Сэм Шеффлер выразил серьезные сомнения относительно моего рассмотрения добродетелей (Philosophical Review, 92, 3, 1983). То же относится к С. Хауэрасу и Р. Уоделлу (The Thomist, 46, 2, 1982). Роберт Уочбройт предположил, что одно следствие этого рассмотрения состоит в том, что релятивизм неизбежен (Yale Law Journal, 92, 3,1983). Я смогу ответить Уочбройту только в том случае, если я сумею успешно ответить на вопросы, поставленные Шеффлером, Хауэрасом и Уоделлом, и поэтому их скептические вопросы относительно центральных моментов в моем конструктивном аргументе следует рассмотреть вместе.
Мое рассмотрение добродетелей проходит в три этапа: во-первых, оно касается добродетелей как качеств, необходимых для достижения благ, внутренних по отношению к практикам; во-вторых, рассмотрение их как качеств, вносящих вклад в благо целой жизни; и в-третьих, оно соотносит их с преследованием блага человеческими существами с концепцией, которая может быть разработана в рамках некоторой ходовой социальной традиции. Почему надо начинать с практик? Другие моральные философы в конце концов начинали с рассмотрения страстей или желаний или же с уточнения некоторой концепции долга или блага. В любом случае обсуждение было слишком приспособлено к тому, чтобы можно было обойтись некоторой версией различения средств и целей, согласно которой вся человеческая активность либо направляется средствами к уже данным или решенным целям, либо к целям, ценным самим по себе, либо то и другое. В этом взгляде упущена из виду человеческая активность, в рамках которой должны быть открыты и переоткрыты цели и средства, с помощью которых они достигаются. Тем самым затемняется важность тех способов, которыми эти новые модусы порождают новые цели и новые концепции целей. Класс практик, как я его определил, есть класс этих видов, и самый короткий ответ на вопросы Хауэраса и Уоделла по поводу того, почему некоторые вещи включены в этот класс, а другие исключены (почему, спрашивают они, туда включаются архитектура, а не кладка кирпича), состоит в том, что исключенные вещи не являются такими видами активности.

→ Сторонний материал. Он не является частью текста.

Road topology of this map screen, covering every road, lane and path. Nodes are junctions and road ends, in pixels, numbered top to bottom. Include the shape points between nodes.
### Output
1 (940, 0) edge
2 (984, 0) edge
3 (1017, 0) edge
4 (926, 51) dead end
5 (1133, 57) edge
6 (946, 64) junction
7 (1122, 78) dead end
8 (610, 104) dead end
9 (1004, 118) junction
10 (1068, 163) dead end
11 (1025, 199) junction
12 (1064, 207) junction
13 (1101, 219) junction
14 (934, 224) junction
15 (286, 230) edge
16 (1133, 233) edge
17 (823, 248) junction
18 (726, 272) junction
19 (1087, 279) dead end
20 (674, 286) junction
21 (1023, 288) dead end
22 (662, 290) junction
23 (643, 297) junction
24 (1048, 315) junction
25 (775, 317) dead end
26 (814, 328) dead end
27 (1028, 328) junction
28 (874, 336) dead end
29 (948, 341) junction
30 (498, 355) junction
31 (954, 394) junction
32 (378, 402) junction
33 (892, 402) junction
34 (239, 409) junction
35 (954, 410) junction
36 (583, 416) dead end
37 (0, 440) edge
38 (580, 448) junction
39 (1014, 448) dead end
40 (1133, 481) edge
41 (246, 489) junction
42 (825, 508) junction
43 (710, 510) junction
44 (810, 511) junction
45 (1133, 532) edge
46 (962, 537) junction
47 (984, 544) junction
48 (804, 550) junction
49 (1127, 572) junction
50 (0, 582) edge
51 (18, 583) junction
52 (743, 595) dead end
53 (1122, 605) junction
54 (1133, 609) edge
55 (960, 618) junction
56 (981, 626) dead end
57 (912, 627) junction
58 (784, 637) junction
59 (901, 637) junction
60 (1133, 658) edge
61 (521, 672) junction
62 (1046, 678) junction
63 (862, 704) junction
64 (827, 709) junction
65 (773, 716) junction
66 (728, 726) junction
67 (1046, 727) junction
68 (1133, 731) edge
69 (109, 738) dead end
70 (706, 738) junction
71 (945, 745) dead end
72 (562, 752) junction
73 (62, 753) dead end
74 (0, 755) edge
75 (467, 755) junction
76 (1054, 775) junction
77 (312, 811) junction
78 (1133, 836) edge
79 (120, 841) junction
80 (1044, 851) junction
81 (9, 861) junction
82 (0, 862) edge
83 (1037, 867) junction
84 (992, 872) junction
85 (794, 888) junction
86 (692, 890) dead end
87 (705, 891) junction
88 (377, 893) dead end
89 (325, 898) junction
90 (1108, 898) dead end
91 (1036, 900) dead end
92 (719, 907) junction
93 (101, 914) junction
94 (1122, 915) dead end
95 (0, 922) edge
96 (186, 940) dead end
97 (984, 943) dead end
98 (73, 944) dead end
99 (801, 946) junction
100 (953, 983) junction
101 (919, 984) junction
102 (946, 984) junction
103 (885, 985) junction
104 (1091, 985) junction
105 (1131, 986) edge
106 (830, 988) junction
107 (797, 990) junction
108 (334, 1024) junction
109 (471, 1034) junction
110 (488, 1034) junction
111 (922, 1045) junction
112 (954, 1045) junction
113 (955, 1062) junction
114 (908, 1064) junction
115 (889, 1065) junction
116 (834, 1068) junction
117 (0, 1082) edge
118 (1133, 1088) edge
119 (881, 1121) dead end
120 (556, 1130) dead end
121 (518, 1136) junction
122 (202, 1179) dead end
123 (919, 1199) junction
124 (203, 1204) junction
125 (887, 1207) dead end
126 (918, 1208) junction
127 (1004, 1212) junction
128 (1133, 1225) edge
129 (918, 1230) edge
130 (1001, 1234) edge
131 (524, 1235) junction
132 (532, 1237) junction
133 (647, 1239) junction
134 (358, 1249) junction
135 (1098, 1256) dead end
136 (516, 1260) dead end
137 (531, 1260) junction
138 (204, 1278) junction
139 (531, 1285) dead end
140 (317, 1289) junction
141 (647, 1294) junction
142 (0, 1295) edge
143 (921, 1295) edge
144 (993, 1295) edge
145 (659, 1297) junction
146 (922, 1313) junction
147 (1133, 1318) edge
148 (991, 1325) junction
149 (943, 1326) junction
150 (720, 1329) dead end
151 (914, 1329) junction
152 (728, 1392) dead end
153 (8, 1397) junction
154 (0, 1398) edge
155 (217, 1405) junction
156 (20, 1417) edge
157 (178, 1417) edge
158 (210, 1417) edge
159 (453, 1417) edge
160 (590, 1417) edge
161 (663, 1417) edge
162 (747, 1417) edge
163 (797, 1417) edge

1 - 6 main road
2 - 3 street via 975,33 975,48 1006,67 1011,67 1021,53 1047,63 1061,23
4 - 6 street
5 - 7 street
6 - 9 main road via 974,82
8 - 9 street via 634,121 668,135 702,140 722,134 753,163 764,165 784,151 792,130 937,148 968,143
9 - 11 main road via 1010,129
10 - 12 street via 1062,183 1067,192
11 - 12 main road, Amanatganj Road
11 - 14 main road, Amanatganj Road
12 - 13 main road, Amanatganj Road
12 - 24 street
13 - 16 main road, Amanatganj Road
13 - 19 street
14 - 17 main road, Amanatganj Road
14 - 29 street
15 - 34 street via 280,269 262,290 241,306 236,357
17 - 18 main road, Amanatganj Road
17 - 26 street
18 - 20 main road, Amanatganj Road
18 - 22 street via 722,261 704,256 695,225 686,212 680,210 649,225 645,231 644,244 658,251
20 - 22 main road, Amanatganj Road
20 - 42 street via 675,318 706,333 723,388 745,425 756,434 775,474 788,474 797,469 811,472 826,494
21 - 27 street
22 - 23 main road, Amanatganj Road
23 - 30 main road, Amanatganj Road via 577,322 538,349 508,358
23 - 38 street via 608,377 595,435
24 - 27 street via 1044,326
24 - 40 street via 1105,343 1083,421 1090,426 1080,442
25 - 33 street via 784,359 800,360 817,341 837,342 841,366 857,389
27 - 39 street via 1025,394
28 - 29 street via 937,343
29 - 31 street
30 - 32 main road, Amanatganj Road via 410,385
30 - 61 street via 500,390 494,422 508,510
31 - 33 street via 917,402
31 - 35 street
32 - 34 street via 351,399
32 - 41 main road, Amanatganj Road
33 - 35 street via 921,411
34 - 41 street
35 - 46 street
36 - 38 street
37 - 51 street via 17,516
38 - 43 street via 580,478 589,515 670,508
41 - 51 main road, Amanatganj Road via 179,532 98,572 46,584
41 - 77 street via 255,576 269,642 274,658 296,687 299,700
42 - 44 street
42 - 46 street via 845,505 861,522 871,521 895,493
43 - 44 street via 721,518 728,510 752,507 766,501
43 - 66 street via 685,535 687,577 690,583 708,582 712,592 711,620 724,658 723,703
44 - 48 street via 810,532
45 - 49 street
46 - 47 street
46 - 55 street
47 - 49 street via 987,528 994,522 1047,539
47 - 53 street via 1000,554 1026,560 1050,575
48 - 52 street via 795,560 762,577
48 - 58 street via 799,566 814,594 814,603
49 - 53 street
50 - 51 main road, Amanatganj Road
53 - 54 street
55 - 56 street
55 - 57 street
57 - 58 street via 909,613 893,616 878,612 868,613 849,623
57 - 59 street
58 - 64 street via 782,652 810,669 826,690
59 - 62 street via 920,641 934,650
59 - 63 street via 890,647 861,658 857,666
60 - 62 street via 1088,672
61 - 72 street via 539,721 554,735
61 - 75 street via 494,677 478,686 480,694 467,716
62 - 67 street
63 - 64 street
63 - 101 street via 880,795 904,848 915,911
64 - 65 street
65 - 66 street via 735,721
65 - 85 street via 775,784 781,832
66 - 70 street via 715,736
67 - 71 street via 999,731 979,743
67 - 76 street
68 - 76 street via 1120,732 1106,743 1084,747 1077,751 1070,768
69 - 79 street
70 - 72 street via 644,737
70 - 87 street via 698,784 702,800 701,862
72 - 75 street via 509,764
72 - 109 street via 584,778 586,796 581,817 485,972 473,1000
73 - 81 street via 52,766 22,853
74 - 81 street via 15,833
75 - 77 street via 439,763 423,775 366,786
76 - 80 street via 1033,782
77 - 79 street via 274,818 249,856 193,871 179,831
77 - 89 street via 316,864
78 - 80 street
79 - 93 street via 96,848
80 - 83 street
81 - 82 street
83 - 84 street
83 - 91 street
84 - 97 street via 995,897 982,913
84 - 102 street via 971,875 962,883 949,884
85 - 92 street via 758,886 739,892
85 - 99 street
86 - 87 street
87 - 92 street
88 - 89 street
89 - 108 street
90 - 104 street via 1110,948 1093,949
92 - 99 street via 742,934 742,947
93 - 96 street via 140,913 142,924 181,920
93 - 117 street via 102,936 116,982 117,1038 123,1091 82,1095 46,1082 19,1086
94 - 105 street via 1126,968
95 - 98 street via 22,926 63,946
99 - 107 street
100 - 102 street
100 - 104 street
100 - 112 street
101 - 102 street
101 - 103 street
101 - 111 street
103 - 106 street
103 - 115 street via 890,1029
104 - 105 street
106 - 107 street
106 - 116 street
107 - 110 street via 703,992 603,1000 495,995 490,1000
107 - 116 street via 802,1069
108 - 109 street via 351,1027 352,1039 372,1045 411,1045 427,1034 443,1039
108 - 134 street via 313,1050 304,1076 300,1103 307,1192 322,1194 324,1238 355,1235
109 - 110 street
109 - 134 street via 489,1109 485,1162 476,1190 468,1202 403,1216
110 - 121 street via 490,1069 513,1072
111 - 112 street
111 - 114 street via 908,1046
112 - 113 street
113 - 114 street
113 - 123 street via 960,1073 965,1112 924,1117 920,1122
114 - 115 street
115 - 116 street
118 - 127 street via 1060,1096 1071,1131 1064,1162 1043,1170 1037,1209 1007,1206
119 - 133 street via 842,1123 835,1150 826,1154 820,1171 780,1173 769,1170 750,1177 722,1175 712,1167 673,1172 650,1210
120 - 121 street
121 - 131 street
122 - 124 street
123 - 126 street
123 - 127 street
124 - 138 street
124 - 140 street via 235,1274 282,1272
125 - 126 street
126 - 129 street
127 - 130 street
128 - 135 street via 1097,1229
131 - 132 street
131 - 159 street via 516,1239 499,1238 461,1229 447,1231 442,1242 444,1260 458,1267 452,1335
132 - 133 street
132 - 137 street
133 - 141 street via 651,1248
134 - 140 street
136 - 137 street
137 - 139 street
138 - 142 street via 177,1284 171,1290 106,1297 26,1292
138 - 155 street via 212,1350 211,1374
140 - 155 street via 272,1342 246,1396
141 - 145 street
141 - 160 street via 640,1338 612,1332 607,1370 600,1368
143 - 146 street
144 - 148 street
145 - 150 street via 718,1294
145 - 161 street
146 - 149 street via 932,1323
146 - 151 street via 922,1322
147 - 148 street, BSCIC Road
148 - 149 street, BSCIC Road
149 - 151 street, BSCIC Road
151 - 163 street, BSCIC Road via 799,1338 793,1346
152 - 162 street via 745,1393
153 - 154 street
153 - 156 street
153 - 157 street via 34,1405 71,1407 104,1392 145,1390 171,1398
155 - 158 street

Важность любого рассмотрения добродетелей, начиная с практик, состоит в том, что проявление добродетелей ценно само по себе — оказывается, вы не можете быть истинно храбрым или справедливым, не ценя эти добродетели ради них самих, — но оно имеет суть и цель, и только через понимание этой сути и цели мы начинаем ценить добродетели. И все же добродетели не соотносятся с благами, которые обеспечивают их дальнейшей сутью и целью таким способом, каким сноровка соотносится с целями, доставляемыми ее проявлением, или же способом, которым сноровка соотносится с такими объектами нашего желания, что успешное проявление сноровки позволяет нам обладать ими. Кант был совершенно прав в предположении, что моральные императивы не являются ни императивами сноровки, ни императивами благоразумия, определенных так, как мы их определяем. Он ошибся только в том, что единственная остающаяся альтернатива состоит в том, что они должны быть, в его смысле, категорическими императивами. И все же это как раз то заключение, к которому можно двигаться без каких либо дополнительных резонов со стороны собственно Канта, если пытаться понять добродетели вне контекста практики. Так как блага, внутренние по отношению к практике, которые не могут быть достигнуты без проявления добродетелей, являются не целями, преследуемыми конкретными индивидами в конкретных ситуациях, а превосходствами, специфическими для тех типов практики, которые достигаются или не достигаются, продвигаются или не продвигаются по направлению к добродетелям теми способами, которыми преследуются частные цели в частных ситуациях, превосходствами, концепция которых изменяется по ходу времени в процессе изменения наших целей.
Все это необходимо в качестве предварительного материала для ответа на возражение Шеффлеру моему тезису о связи добродетелей и практики: «Хотя Макинтайр отрицает, что из его рассмотрения следует, что великие шахматисты не могут быть порочными, я не полностью убежден, что он вправе отрицать это; в любом случае он с удовольствием говорит нечто поразительно неправдоподобное, а именно, что порочный великий шахматист не может достигнуть ни одного из внутренних благ шахмат» (446). Шеффлер совершенно прав во взглядах, приписываемых им мне, но только в том случае, если под «внутренними благами» он имеет в виду то, что имею в виду я. И все же, если имеется в виду мое понимание, тогда ответ Шеффлеру ясен.